* WHAT TO PRODUCE *
Determine how many lines of the entries include the word "Ireton", and report that number with no further text.

* DATA PROVIDED *

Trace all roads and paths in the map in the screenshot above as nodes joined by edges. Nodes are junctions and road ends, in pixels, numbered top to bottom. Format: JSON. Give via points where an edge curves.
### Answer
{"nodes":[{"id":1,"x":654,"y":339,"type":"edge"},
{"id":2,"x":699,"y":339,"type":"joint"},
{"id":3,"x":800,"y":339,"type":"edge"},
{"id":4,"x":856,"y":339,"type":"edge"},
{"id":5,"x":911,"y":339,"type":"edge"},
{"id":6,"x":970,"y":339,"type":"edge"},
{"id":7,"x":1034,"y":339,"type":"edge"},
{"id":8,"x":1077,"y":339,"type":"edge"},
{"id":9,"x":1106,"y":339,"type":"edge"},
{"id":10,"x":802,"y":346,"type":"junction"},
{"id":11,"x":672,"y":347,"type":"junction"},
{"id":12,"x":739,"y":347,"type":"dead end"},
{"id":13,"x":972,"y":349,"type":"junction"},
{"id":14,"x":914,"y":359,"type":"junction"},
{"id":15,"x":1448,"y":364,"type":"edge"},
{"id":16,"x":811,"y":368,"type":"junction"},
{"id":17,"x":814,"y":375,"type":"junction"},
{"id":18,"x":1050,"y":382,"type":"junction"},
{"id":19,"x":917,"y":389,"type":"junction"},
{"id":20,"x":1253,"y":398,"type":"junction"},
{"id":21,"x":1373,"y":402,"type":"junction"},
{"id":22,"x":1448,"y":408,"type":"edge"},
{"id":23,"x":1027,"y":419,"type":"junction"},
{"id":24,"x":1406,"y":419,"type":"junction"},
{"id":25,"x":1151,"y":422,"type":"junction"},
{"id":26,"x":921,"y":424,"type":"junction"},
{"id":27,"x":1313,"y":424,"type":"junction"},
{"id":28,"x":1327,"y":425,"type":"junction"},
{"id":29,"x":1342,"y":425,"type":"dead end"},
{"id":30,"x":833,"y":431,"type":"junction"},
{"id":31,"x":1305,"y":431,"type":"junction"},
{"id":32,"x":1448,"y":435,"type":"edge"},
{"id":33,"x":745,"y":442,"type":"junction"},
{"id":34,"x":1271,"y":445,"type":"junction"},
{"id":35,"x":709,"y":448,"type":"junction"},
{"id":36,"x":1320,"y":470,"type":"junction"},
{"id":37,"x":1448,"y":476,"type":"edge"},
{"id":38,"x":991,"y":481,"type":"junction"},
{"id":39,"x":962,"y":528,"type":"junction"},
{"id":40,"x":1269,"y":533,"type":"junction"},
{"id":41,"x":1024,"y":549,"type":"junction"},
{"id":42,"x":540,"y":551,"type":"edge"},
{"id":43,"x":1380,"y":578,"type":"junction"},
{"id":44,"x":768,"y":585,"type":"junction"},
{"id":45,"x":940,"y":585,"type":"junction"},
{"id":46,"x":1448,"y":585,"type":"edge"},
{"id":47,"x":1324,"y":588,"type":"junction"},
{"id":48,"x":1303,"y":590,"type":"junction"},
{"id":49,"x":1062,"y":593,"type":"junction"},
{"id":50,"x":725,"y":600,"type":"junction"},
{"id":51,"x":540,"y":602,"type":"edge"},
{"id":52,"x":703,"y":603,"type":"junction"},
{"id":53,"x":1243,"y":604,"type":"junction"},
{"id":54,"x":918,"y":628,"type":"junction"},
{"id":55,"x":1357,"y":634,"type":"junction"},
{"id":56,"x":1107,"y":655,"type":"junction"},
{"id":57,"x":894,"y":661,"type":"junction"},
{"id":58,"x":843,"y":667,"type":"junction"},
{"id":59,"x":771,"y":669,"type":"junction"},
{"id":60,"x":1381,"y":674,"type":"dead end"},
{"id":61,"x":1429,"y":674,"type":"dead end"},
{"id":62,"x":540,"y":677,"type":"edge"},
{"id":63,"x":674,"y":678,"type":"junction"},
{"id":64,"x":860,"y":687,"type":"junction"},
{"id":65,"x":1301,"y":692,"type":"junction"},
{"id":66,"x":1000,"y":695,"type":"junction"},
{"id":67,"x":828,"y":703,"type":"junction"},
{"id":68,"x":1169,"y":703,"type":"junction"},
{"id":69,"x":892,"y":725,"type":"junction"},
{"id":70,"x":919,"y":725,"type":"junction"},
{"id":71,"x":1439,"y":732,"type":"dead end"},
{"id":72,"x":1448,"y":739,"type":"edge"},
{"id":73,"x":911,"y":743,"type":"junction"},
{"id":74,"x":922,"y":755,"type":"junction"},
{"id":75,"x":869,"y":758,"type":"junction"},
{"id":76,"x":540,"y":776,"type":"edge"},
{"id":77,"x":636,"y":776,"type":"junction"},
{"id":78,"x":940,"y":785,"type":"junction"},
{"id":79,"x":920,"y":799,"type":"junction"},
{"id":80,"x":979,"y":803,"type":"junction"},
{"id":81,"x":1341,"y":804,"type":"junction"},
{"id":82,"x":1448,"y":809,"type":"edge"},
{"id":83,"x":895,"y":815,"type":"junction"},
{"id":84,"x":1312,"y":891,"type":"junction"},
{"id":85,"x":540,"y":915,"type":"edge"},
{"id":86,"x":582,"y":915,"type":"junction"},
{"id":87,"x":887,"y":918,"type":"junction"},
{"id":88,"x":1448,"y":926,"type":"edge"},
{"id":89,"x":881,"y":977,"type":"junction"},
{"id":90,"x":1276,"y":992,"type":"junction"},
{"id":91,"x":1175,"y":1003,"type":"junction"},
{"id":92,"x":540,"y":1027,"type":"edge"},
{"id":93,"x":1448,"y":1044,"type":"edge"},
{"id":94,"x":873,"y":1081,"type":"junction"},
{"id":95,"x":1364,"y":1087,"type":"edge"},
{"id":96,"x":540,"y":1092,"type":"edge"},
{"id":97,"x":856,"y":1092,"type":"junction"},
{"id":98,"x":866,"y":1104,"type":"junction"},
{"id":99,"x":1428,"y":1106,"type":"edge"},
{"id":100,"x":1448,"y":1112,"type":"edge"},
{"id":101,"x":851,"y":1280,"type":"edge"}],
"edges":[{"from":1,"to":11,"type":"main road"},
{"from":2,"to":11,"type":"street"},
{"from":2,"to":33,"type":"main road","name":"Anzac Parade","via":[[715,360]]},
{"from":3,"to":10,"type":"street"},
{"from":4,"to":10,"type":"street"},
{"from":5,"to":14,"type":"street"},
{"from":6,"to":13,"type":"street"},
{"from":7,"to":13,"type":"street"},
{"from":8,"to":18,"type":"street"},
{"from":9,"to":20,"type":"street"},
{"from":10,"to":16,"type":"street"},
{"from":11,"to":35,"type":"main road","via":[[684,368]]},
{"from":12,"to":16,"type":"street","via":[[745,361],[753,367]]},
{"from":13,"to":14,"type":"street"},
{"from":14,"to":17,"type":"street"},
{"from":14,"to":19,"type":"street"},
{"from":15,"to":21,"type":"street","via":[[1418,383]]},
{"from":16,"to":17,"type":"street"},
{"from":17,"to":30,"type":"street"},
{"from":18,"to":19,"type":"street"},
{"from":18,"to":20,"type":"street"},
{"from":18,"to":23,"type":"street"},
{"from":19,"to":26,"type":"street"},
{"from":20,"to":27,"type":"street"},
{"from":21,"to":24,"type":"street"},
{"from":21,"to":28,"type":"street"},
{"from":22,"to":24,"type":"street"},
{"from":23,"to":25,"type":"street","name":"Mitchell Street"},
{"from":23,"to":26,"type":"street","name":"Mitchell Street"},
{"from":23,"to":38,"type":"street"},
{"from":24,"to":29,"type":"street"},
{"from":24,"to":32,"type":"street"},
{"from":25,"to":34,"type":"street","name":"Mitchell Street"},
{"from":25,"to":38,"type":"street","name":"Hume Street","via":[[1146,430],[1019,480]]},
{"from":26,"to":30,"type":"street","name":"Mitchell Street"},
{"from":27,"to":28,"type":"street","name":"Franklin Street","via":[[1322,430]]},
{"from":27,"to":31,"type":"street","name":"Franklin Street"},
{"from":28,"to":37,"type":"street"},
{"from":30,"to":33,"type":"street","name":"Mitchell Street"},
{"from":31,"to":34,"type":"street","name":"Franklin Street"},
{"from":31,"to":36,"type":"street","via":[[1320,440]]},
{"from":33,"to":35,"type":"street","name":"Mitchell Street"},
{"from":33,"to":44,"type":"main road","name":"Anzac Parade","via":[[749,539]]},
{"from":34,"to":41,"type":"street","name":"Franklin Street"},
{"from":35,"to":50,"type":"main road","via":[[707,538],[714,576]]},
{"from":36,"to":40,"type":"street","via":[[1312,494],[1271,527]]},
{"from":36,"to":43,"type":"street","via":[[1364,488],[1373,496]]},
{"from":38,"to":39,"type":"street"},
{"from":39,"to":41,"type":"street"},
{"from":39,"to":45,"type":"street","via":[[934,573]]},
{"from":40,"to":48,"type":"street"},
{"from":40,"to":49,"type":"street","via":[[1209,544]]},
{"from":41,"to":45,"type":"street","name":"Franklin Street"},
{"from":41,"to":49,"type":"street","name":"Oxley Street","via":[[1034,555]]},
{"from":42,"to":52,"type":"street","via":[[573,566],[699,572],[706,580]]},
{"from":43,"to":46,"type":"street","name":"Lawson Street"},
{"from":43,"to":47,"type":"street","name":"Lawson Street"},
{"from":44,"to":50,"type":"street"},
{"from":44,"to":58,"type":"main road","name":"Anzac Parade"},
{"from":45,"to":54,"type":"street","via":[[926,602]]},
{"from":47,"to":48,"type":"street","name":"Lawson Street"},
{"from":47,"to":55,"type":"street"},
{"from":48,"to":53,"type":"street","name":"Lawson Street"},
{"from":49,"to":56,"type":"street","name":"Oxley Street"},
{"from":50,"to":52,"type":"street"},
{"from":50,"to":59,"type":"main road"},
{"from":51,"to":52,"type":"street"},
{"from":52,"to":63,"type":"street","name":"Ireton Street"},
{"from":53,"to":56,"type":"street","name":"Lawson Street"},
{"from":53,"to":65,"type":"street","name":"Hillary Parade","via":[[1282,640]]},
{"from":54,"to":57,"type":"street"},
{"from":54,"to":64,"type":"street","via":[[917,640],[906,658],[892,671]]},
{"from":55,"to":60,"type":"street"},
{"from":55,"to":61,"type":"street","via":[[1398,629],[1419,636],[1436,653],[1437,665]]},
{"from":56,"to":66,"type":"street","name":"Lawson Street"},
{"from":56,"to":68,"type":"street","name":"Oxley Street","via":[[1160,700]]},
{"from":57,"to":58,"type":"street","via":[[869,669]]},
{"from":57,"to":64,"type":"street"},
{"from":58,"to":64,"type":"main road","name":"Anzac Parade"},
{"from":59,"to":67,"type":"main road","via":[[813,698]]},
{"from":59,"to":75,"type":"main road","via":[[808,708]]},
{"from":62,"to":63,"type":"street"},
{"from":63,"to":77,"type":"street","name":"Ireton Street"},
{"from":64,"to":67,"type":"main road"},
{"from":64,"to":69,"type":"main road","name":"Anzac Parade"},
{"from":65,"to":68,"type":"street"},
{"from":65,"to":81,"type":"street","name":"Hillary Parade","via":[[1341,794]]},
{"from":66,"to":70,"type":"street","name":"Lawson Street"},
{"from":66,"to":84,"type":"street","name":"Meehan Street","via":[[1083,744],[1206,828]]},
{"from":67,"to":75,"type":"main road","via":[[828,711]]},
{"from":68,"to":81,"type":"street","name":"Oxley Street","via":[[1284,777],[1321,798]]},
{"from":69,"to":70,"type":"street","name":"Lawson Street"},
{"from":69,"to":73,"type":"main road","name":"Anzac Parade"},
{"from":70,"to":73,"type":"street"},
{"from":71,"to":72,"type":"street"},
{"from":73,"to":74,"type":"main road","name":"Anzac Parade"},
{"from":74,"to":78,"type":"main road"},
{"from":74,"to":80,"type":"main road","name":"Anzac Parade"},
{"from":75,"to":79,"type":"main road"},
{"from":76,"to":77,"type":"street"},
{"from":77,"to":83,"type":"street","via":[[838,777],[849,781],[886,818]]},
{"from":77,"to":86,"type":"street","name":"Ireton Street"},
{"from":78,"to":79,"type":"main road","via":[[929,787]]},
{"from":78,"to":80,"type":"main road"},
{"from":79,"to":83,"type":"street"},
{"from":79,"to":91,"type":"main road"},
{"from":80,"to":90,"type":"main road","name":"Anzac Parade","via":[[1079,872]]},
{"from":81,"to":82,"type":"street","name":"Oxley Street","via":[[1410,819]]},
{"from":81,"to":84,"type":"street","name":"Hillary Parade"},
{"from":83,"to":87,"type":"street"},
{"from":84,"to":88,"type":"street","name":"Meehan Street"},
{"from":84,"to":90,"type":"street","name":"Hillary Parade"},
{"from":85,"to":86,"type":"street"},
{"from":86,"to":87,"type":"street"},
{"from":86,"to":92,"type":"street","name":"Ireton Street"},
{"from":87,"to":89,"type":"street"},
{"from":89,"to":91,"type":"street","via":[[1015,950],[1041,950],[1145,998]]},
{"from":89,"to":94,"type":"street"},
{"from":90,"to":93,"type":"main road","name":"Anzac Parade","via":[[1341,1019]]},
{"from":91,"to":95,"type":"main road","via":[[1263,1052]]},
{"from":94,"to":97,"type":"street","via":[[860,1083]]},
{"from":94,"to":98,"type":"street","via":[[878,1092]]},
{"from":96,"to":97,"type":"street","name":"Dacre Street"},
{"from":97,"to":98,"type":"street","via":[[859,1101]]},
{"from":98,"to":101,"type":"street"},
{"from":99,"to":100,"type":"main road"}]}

* REPLY *
4